Attorneys for two Chicago-area hospital systems argued in federal court last week that a recent decision in a similar antitrust case in Pennsylvania supports the systems' case for being allowed to merge.
Attorneys for the Federal Trade Commission, meanwhile, posited that the judge in the Chicago case shouldn't follow the lead of the judge in the Pennsylvania case.
Closing arguments in federal court in Chicago capped eight days of testimony over whether the FTC's request for a preliminary injunction to temporarily halt a merger between NorthShore University HealthSystem and Advocate Health Care should be granted.

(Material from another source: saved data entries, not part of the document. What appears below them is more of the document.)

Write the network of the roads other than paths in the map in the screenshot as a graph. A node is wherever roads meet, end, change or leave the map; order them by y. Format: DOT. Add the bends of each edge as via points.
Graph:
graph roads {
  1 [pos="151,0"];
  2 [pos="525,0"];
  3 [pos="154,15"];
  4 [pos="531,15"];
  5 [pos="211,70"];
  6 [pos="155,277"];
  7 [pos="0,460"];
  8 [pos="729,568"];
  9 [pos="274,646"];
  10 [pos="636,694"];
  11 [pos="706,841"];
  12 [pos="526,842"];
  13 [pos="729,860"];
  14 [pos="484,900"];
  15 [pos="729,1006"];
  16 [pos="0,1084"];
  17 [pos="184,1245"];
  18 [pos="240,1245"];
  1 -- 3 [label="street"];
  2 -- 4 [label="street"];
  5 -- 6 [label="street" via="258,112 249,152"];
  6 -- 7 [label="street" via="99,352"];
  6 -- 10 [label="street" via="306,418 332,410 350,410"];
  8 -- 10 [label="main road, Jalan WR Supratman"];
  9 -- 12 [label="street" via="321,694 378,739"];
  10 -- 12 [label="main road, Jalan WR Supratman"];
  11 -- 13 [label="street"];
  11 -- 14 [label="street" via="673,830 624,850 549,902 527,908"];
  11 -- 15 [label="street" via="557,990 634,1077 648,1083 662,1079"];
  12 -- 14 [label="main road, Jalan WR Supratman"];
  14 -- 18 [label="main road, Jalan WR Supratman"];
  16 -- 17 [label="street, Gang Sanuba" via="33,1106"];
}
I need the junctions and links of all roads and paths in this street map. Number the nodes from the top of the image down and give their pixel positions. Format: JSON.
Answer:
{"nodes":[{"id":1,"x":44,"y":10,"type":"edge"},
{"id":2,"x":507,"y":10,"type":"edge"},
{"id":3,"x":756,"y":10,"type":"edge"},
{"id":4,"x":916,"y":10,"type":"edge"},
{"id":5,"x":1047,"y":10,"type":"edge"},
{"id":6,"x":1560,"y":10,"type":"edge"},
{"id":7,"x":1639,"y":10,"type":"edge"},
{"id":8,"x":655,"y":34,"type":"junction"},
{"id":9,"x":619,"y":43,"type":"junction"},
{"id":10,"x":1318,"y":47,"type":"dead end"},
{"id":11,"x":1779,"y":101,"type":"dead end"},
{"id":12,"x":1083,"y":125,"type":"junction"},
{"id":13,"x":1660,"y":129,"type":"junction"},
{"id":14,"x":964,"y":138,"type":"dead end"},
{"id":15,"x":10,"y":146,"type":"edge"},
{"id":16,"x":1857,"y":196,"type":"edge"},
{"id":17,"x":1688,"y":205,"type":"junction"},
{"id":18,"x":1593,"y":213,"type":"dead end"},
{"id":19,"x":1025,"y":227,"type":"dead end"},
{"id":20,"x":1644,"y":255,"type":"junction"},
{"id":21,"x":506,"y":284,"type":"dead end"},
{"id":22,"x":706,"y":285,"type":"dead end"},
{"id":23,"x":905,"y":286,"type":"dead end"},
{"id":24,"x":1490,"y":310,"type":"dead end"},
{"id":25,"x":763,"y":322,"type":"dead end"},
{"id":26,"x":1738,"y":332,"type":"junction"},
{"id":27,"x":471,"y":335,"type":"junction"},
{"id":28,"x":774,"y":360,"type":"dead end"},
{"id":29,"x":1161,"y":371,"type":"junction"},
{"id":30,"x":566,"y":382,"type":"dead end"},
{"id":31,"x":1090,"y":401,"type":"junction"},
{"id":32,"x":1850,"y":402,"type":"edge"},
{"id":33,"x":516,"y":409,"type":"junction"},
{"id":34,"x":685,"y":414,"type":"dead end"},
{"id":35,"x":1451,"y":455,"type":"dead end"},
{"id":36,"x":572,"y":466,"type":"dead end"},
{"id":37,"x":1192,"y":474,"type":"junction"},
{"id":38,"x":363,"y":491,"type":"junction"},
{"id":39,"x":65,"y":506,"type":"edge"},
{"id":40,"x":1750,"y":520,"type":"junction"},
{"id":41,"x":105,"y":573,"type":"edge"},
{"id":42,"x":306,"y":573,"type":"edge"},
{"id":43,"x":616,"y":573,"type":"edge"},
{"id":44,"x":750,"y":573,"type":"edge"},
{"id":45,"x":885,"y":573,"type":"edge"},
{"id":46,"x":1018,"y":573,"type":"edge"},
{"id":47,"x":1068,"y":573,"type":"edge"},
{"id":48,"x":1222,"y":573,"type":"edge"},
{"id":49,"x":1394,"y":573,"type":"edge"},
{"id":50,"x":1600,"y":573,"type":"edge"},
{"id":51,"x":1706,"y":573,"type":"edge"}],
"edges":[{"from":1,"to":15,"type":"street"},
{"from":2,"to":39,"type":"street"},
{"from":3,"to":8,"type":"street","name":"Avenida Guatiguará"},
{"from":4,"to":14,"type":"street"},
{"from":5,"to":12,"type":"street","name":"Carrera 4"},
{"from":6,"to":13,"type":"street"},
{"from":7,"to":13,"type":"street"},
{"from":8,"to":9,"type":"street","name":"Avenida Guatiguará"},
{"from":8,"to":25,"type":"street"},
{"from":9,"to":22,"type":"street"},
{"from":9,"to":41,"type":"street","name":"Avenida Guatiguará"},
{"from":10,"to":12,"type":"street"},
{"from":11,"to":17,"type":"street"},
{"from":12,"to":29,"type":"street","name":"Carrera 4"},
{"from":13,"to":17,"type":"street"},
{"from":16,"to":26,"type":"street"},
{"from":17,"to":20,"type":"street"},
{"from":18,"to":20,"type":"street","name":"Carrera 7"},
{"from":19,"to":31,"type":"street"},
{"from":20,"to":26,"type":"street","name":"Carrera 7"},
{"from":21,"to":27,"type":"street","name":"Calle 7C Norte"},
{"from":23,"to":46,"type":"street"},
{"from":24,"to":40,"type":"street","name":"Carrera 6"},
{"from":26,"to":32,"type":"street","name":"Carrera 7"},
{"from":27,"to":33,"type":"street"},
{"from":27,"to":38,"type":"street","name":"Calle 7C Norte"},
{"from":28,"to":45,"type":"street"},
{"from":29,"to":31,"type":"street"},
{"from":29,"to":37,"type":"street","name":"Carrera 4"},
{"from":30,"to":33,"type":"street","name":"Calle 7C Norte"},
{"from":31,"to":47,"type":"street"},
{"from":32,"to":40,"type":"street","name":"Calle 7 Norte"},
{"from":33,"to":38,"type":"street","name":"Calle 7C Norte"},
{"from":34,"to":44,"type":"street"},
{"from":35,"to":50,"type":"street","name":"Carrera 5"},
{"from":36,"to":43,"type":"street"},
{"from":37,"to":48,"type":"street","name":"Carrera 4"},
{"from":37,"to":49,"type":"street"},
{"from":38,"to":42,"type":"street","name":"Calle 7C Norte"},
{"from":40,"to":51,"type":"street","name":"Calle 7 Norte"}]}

The FTC alleges that the merged entity would have enough bargaining leverage with insurers to increase prices because insurers would be hard-pressed to build marketable networks without their hospitals. The FTC says a merger would lead to an 8%, or $45 million, price increase and the systems would control 60% of general-acute inpatient hospital services in Chicago's north suburbs.

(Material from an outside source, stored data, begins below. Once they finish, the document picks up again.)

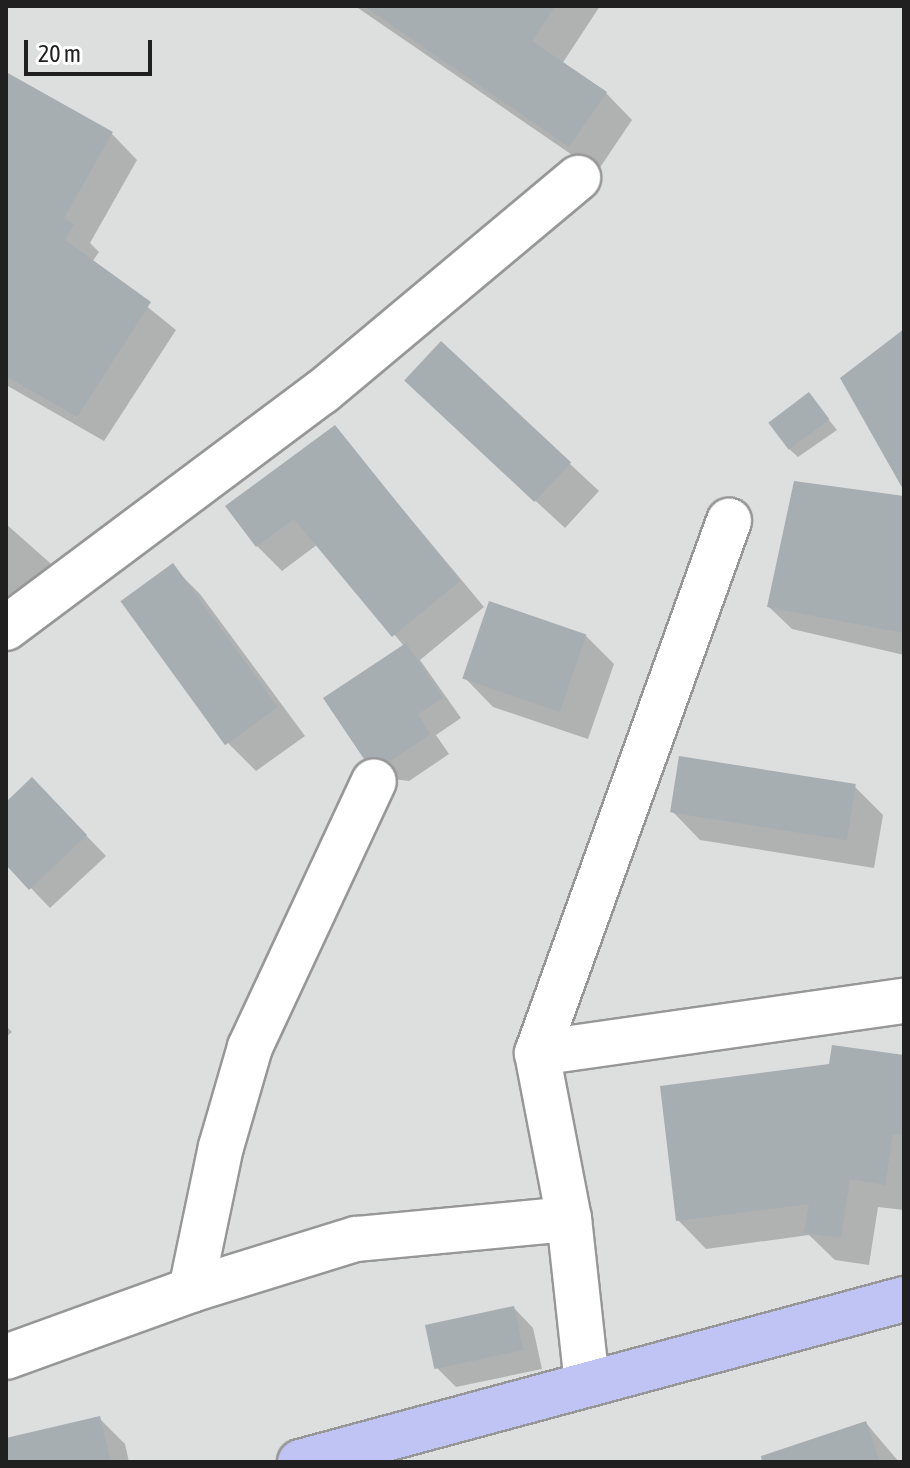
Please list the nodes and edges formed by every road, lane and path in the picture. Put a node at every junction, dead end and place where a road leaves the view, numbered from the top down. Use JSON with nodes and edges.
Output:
{"nodes":[{"id":1,"x":578,"y":178,"type":"dead end"},
{"id":2,"x":729,"y":521,"type":"dead end"},
{"id":3,"x":6,"y":628,"type":"edge"},
{"id":4,"x":374,"y":781,"type":"dead end"},
{"id":5,"x":904,"y":1001,"type":"edge"},
{"id":6,"x":537,"y":1053,"type":"junction"},
{"id":7,"x":569,"y":1219,"type":"junction"},
{"id":8,"x":191,"y":1290,"type":"junction"},
{"id":9,"x":904,"y":1299,"type":"edge"},
{"id":10,"x":6,"y":1357,"type":"edge"},
{"id":11,"x":587,"y":1384,"type":"junction"},
{"id":12,"x":300,"y":1462,"type":"edge"}],
"edges":[{"from":1,"to":3,"type":"street"},
{"from":2,"to":6,"type":"street"},
{"from":4,"to":8,"type":"street"},
{"from":5,"to":6,"type":"street"},
{"from":6,"to":7,"type":"street"},
{"from":7,"to":8,"type":"street"},
{"from":7,"to":11,"type":"street"},
{"from":8,"to":10,"type":"street"},
{"from":9,"to":11,"type":"street"},
{"from":11,"to":12,"type":"street"}]}
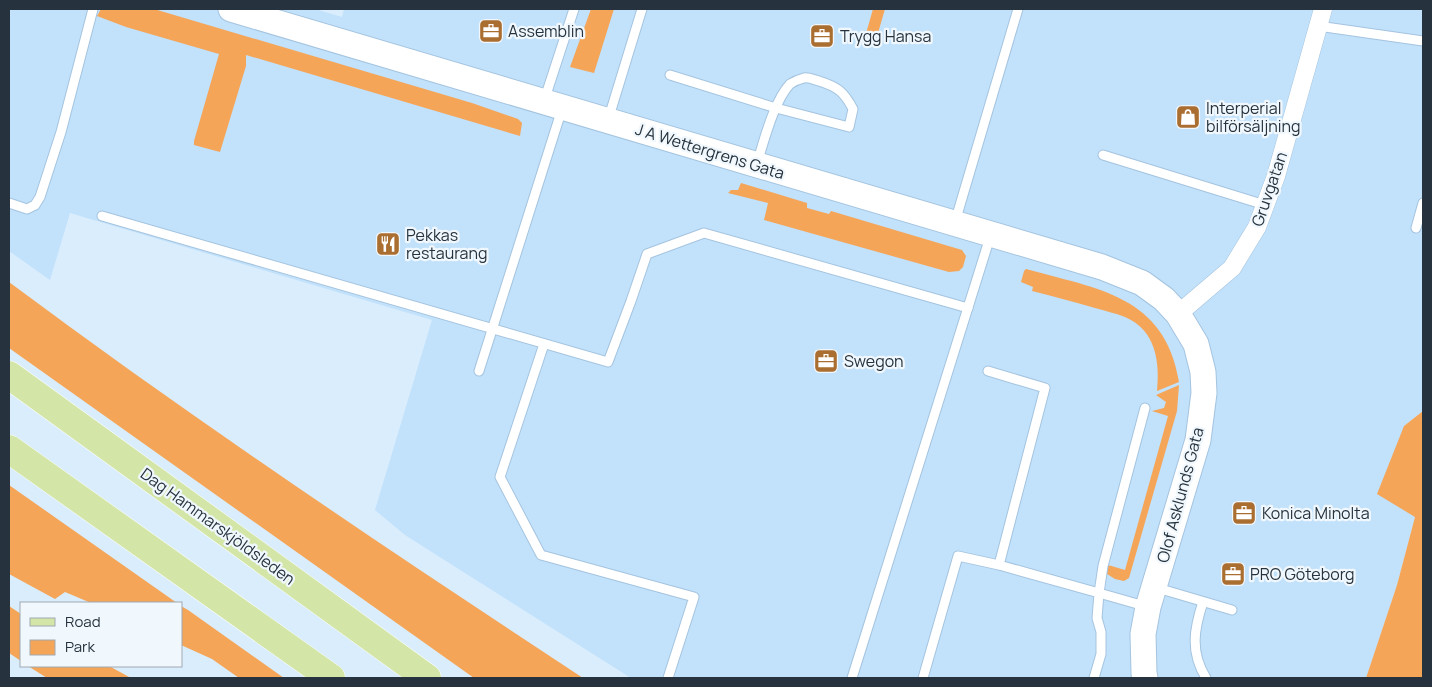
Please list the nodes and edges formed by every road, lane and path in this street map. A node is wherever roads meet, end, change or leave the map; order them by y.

The systems, however, say that if their market were properly defined, that figure would be closer to 28%. Advocate has 12 hospitals and NorthShore has four. The systems say the FTC wrongly excluded competitors such as Northwestern Memorial Hospital, Rush University Medical Center and Presence St. Francis Hospital from their supposed market.
The systems also say that if they're allowed to unite, they'll offer a new insurance product that would cost 10% less than the lowest-priced comparable product available, saving consumers between $210 million and $1.1 billion a year.
During closing arguments, attorneys discussed those points and the Pennsylvania decision. Earlier this month, a federal judge handed the FTC a rare loss in a hospital merger case, refusing to grant it a preliminary injunction to stop a merger between Penn State Hershey (Pa.) Medical Center and PinnacleHealth System in Harrisburg. The deal is still on hold pending an appeal by the FTC.
The hospitals' attorneys cited that decision as support for their case, while FTC Attorney Daniel Zach said the Pennsylvania judge used outdated and incorrect standards to define the geographic market.